People began arriving for the King’s ball as early as seven thirty; grand carriages pulled by well trained horses drew up along the main entrance of the Palace and Lords and Ladies stepped out, resplendent in velvets and silks and furs and jewels. One such woman, Lady Morgaine, stepped lightly from her carriage and glided up the stairs that led to a pair of large, thick wooden doors, now opened invitingly wide.
As she drew closer, the warm golden glow of hundreds of candles in crystal chandeliers poured out through the doorway and turned the dark velvet of her cape into a thick, forest green curtain. As she entered, a servant dressed in royal blue and gold took the cape, revealing a dress of crimson velvet and a dozen smooth silver chains tied loosely around Morgaine’s waist. Silver combs set with garnets held her long, gently curling copper colored hair back from her face, and a garnet shaped like an inverted teardrop hung from a silver chain around her neck.

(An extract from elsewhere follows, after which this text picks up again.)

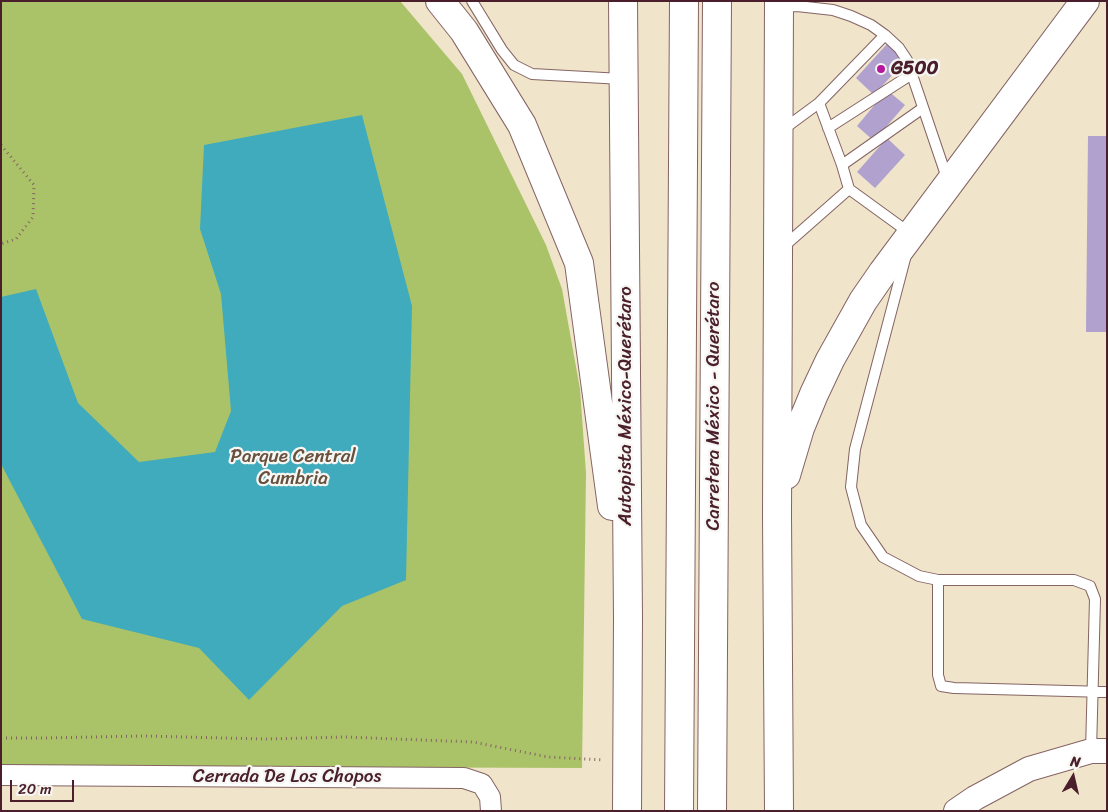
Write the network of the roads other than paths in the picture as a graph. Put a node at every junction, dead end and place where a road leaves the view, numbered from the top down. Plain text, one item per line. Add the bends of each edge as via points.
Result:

At eight forty-three, in the brightly lit Ballroom of the Royal Palace, Lady Morgaine stood talking to Lord and Lady Ashton when she happened to glance up at the Grand Staircase. As grey-blue eyes the color of a stormy sea scanned the faces looking for people she knew, one face caught her attention. Where have I seen him before? she thought to herself. Certainly not as he was now, in brown velvet and cream silk, and his shining, golden-brown hair in a short braid tied with a black ribbon. Automatically, she fingered the tiny silver dragon whose wings circled her left ring finger. Her lips moved silently as she mouthed the words of a remembrance spell, and then her body went rigid as the enchantment took hold, and images began to appear before her eyes...
She sat in her carriage, the horses moving carefully through the muddy, churned-up snow. As she looked out the window, one of the commoners looked up at her. His brown eyes were clear and intelligent, and though his cloak hung in tatters around his shoulders and his hair and face were caked with mud, she could see that under different circumstances he would be strikingly handsome.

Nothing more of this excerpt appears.